-- PROBLEM --
The lines to return begin at the one containing "Digitize the connectivity of the roads other than paths in this" and end at the final line of the material; output them exactly and only them.

-- RECORDS TO USE --
=====

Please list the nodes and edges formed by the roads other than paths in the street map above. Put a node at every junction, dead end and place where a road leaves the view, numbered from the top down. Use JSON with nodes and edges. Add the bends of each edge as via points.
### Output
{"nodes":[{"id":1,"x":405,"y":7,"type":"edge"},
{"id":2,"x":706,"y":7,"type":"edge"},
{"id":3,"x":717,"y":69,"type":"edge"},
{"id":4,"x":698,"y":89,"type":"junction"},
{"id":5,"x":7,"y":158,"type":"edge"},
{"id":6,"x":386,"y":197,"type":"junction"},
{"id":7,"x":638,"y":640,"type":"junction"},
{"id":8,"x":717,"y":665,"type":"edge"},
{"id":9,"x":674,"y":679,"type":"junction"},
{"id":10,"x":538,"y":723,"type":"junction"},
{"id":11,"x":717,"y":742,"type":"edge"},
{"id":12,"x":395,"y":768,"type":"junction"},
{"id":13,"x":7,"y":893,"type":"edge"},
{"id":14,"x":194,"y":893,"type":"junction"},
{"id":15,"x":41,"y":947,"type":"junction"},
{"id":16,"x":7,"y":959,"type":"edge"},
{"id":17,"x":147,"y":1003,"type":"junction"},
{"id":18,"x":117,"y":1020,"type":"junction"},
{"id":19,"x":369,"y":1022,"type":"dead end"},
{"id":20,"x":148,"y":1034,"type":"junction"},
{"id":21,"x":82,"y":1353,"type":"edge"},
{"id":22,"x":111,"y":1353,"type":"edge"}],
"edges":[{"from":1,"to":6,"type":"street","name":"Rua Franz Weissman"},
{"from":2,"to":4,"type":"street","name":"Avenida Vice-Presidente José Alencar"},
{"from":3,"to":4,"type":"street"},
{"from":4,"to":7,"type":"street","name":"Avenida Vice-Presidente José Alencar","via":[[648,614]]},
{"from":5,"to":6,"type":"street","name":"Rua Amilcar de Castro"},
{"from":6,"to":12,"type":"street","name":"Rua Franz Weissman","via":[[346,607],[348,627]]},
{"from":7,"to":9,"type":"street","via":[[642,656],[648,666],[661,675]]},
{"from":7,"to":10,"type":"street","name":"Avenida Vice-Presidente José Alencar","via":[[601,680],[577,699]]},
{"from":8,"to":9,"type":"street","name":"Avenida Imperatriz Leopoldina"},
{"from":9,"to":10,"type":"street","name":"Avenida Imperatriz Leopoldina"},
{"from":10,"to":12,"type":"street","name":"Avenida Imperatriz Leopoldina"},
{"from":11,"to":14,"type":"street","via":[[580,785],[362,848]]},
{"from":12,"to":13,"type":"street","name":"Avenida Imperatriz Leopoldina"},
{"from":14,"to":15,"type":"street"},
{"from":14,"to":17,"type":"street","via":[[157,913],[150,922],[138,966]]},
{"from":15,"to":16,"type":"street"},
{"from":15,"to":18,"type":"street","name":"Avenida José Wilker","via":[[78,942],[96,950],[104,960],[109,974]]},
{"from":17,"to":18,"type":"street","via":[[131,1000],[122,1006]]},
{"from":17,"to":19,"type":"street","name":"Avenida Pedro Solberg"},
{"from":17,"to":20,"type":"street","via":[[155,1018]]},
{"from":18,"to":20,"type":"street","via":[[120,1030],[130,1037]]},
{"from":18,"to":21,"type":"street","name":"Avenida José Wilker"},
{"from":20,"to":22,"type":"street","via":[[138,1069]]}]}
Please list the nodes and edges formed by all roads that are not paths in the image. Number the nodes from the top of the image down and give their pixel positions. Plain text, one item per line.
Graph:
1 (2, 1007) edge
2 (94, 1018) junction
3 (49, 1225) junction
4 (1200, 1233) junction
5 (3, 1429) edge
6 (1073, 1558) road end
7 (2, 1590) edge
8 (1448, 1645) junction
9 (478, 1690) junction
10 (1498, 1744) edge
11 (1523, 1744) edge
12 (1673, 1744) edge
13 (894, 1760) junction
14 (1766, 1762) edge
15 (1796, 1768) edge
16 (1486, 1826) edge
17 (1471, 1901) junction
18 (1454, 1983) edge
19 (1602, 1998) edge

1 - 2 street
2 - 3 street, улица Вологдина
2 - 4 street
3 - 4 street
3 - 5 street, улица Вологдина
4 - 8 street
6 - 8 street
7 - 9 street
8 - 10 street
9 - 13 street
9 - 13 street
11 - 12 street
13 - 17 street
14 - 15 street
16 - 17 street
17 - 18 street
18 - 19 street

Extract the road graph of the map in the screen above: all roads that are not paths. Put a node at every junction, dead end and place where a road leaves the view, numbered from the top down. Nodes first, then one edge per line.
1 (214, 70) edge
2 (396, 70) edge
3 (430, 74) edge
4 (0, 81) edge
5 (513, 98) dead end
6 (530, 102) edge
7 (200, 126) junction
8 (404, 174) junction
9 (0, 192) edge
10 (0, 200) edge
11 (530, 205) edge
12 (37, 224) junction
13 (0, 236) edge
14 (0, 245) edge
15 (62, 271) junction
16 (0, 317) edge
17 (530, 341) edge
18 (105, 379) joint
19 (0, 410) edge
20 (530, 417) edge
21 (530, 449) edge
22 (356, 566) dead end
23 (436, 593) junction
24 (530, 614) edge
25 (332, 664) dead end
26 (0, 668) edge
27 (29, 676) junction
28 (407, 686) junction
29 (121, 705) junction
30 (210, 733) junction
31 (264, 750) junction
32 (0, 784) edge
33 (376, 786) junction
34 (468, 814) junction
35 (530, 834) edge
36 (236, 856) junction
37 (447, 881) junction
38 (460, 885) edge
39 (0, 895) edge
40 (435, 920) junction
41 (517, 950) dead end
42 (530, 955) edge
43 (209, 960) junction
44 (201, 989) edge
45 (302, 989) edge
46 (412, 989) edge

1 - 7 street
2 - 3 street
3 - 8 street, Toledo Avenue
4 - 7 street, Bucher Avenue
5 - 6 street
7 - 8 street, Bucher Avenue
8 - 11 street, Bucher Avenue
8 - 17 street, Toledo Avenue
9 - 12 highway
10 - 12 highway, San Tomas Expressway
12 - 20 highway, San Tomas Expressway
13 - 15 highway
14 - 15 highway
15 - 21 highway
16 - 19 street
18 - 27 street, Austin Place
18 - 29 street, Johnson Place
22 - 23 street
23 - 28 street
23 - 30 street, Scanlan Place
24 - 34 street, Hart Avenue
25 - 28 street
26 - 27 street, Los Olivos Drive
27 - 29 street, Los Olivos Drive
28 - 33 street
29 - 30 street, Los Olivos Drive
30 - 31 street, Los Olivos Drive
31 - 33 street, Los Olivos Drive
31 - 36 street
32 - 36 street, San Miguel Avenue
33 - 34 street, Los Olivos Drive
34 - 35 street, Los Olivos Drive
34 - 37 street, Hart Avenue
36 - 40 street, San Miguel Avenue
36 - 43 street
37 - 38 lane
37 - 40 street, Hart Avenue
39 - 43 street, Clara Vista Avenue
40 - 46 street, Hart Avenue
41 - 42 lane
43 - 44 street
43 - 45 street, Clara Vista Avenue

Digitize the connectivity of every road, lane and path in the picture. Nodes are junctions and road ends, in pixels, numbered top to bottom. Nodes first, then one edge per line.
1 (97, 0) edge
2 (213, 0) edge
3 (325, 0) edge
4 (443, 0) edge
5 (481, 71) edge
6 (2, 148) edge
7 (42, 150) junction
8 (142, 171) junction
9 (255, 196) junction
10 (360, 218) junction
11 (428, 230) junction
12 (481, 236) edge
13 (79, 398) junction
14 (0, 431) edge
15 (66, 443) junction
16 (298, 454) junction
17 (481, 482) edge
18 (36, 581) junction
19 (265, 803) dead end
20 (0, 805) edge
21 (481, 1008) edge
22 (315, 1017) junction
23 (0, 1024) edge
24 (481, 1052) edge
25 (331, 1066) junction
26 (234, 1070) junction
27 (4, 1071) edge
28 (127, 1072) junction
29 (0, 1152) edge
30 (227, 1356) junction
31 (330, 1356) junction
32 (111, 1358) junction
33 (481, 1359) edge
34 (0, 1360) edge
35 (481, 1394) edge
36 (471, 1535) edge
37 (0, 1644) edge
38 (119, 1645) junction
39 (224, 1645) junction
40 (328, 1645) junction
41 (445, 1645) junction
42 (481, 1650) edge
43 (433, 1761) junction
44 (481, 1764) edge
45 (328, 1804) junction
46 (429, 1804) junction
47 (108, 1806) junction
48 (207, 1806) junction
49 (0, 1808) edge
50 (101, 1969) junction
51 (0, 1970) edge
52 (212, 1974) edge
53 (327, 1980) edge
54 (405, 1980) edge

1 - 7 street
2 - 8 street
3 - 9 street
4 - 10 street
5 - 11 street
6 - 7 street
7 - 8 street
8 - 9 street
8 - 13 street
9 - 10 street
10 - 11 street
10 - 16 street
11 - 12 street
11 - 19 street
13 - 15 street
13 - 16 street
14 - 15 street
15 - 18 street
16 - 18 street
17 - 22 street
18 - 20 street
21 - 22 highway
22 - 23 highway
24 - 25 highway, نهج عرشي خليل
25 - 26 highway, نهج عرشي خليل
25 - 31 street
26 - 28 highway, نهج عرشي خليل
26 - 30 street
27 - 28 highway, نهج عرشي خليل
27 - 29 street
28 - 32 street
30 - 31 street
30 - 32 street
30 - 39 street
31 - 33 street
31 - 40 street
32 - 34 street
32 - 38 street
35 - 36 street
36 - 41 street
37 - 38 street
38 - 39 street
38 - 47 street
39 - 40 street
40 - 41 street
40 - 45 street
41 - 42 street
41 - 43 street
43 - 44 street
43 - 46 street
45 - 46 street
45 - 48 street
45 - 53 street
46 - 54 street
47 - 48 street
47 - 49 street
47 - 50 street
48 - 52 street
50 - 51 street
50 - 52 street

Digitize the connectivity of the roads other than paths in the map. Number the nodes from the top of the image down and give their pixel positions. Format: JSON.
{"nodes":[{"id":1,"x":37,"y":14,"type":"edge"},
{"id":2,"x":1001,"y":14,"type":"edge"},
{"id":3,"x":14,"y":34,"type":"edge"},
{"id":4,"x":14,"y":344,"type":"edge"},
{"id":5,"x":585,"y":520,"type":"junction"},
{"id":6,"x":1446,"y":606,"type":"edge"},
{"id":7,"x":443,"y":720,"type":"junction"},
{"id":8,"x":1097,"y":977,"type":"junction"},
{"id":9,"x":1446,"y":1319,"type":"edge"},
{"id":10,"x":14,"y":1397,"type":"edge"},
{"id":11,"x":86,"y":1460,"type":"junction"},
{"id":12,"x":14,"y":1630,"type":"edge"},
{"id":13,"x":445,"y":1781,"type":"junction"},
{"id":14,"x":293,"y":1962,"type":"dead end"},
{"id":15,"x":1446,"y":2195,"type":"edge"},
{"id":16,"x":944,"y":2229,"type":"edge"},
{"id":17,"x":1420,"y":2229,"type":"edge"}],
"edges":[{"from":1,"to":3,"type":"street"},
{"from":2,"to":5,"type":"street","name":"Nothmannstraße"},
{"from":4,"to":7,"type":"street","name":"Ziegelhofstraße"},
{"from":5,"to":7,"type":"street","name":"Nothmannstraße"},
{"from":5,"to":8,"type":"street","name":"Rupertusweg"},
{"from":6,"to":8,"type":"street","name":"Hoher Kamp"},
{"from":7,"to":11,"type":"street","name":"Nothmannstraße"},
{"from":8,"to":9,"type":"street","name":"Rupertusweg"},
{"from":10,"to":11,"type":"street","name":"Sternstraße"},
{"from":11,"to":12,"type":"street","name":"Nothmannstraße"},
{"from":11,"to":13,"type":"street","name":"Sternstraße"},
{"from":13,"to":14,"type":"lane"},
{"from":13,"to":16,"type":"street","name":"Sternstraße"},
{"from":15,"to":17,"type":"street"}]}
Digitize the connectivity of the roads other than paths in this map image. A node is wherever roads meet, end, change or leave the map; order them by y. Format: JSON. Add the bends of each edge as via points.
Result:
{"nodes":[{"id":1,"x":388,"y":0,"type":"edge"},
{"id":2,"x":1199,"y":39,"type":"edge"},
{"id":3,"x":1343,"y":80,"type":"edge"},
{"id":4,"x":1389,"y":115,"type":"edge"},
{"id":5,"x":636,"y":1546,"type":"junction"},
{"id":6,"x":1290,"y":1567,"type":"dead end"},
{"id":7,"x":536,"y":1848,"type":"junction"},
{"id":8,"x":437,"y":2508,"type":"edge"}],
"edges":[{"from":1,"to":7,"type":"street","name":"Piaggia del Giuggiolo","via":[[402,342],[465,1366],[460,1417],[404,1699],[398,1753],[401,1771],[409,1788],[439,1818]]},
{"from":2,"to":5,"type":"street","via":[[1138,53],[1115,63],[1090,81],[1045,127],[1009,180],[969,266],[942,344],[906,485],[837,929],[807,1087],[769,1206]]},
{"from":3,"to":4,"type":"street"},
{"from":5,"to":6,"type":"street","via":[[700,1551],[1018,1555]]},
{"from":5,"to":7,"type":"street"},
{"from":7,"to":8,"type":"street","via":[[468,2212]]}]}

=====

-- OUTPUT FOR THIS TASK --
Digitize the connectivity of the roads other than paths in this map image. A node is wherever roads meet, end, change or leave the map; order them by y. Format: JSON. Add the bends of each edge as via points.
Result:
{"nodes":[{"id":1,"x":388,"y":0,"type":"edge"},
{"id":2,"x":1199,"y":39,"type":"edge"},
{"id":3,"x":1343,"y":80,"type":"edge"},
{"id":4,"x":1389,"y":115,"type":"edge"},
{"id":5,"x":636,"y":1546,"type":"junction"},
{"id":6,"x":1290,"y":1567,"type":"dead end"},
{"id":7,"x":536,"y":1848,"type":"junction"},
{"id":8,"x":437,"y":2508,"type":"edge"}],
"edges":[{"from":1,"to":7,"type":"street","name":"Piaggia del Giuggiolo","via":[[402,342],[465,1366],[460,1417],[404,1699],[398,1753],[401,1771],[409,1788],[439,1818]]},
{"from":2,"to":5,"type":"street","via":[[1138,53],[1115,63],[1090,81],[1045,127],[1009,180],[969,266],[942,344],[906,485],[837,929],[807,1087],[769,1206]]},
{"from":3,"to":4,"type":"street"},
{"from":5,"to":6,"type":"street","via":[[700,1551],[1018,1555]]},
{"from":5,"to":7,"type":"street"},
{"from":7,"to":8,"type":"street","via":[[468,2212]]}]}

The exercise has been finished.